Crucially, there was no activation of V1 (primary visual cortex) in these tactile object recognition tasks. By Day 5, after extensive training, V1 showed activation with performance of the tactile object recognition tasks in the scanner. The V1 activation started to diminish almost immediately upon removal of the blindfold and was completely gone 2 days later.
Criticisms that V1 activation after blindfolding and subsequent performance benefit on tactile tasks is epiphenomenal, and thus not required for performance of the tactile tasks (so, saying V1 activation is an imagery component to the tasks, for example), are rendered moot by Cohen’s work with blind participants and Pascual-Leone’s earlier work in which deactivating V1 with Transcranial Magnetic Stimulation disrupts newly developed skill in Braille reading.
So, deprive the brain, provide extensive experience, and there is recruitment of at least one kind of tactile processing (object recognition, and also apprehension of spacing in a tactile array, see abstract) by a primary visual area. How can this happen? Existing somatosensory connections to V1, and sparse ones at that, are used and stengthened, precisely as the unmasking idea would predict.
One relevant finding from 1999 is that for grating orientation discrimination there is substantive modulation by visual cortices (Zangaladze et al., Nature). To the lessons from these data we can now add another kind of specific tactile function performed by a primary visual region, that of determining spacing between elements, as well as a locus for more abstract tactile processing of whole objects.

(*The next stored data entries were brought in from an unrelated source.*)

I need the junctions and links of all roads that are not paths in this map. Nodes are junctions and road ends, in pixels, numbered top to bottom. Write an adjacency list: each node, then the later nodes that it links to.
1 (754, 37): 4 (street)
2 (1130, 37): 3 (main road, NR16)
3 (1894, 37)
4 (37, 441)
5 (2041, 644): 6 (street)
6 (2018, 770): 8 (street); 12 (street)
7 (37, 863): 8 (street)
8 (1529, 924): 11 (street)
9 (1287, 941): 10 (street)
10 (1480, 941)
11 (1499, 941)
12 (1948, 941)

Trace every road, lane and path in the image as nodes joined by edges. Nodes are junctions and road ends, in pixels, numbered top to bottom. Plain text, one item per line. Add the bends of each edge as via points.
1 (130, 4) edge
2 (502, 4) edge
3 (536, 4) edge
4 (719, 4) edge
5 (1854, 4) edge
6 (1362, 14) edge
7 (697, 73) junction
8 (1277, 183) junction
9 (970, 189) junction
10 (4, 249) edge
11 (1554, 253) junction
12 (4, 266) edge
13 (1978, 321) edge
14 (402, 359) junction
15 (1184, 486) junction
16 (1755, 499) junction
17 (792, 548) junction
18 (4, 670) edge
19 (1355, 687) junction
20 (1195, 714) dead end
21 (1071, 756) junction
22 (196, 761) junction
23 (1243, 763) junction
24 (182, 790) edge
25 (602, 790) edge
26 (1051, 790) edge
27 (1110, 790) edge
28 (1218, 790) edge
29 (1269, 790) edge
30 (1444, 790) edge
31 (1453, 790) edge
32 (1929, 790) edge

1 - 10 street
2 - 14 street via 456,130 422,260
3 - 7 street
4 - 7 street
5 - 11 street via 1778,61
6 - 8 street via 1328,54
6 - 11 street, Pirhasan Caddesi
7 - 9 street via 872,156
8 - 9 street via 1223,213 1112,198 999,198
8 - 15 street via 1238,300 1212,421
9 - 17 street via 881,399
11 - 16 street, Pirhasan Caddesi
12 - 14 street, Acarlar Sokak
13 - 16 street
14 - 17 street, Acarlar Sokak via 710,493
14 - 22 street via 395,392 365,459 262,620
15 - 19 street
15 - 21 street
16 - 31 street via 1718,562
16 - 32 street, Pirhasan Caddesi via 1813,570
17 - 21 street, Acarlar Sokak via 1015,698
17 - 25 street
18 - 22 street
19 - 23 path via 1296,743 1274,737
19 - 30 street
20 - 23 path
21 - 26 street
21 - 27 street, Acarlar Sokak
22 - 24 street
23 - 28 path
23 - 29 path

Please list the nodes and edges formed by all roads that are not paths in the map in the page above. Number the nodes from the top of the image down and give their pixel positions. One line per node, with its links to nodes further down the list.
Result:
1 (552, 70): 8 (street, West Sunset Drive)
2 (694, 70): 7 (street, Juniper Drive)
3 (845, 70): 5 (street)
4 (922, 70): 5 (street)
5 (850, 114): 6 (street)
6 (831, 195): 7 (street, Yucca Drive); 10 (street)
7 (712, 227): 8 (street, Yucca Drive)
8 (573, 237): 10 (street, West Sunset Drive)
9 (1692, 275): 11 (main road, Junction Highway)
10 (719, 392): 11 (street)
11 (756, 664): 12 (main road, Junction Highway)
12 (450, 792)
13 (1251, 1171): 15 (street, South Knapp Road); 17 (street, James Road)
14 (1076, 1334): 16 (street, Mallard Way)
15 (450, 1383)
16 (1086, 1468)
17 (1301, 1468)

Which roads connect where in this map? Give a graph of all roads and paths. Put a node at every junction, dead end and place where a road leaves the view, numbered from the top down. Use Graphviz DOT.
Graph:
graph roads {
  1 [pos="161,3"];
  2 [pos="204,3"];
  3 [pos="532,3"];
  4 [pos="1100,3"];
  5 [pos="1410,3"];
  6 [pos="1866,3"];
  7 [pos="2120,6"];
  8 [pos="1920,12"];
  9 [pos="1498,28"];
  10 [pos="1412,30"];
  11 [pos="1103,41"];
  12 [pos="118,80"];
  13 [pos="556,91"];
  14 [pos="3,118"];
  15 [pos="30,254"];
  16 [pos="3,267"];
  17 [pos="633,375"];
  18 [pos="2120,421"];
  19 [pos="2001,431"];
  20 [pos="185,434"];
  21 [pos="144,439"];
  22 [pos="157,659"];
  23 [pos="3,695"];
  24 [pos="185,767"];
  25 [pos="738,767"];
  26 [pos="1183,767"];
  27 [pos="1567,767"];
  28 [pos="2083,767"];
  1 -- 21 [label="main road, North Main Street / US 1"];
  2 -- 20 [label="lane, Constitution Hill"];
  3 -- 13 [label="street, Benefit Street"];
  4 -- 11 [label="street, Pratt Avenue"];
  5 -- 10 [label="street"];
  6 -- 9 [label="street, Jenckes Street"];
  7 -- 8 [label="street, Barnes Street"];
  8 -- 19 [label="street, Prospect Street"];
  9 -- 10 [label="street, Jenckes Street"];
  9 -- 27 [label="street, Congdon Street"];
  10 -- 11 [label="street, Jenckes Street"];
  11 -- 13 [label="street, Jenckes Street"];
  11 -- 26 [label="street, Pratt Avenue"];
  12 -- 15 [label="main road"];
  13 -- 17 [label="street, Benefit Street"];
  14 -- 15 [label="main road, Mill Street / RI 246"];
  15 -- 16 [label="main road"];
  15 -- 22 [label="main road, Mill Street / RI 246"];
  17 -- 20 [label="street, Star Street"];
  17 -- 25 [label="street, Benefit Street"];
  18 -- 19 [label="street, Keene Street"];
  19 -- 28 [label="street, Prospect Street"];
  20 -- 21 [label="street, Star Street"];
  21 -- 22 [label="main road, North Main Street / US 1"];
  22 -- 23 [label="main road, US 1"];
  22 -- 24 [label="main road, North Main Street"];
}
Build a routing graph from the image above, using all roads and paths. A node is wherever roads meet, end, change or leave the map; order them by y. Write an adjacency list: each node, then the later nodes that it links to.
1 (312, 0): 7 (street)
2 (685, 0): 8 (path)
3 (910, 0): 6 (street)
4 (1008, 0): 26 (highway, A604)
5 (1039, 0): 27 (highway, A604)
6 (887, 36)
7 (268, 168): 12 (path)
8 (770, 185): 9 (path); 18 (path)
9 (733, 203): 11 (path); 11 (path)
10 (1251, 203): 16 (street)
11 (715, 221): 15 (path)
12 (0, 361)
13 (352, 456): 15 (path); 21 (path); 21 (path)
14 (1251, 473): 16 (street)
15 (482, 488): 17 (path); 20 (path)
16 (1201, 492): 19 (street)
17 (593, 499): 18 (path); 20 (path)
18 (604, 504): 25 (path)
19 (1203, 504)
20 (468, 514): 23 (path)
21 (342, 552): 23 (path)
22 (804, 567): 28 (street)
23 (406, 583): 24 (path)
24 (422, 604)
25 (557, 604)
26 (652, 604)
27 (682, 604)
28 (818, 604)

We clearly show plasticity in many ways in the nervous system. Functionality is preserved at several evolutionarily-specified “levels” and this functionality can come to the fore with deprivation very quickly. One important way this is accomplished is by the rapid recruitment of already existing connections, once they are unmasked.
Here’s the full text of the abstract:
The occipital cortex undergoes dramatic cross-modal plasticity in the blind. This could reflect connectivity and processing, which exist also in sighted (but is inhibited to some extent by visual input), or massive reorganization and growth of new connections due to prolonged blindness. One approach to answer this question is to induce complete visual deprivation in sighted subjects (Pascual-Leone et al. 2001, 2005). Here we studied the effects of 5 days of blindfolding on different aspects of tactile processing. In experiment 1 we investigated tactile object recognition task (TOR) and verbal memory functions. At baseline and on Day 1, LOC / LOtv showed robust TOR activation (Amedi et al. 2001, 2005). Retinotopic areas including V1, showed negligible activation to TOR. However, on Day 5 we found robust TOR activation in V1 with either the left or the right hand but not during low-level sensorimotor controls. This activation is dramatically reduced only hours following the removal of the blindfold, and was absent 2 days later. This clearly shows a dramatic change in the V1 pattern of activation following complete visual deprivation. A similar pattern was observed in experiment 2 in which we compared distance versus roughness tactile processing of stimuli consisted of 7 tactile patterns of raised embossed dots (Braille-like stimuli, 1 mm in diameter, 2 mm in elevation and arranged in a tetragonal array with constant inter-dot spacing varying from 1 to 7 mm). Preliminary results suggest that distance more than roughness recruited early visual cortex. The speed of these functional changes makes the establishment of new connections highly improbable. Instead, we hypothesize the existence of somatosensory inputs to V1, that become unmasked with visual deafferentation.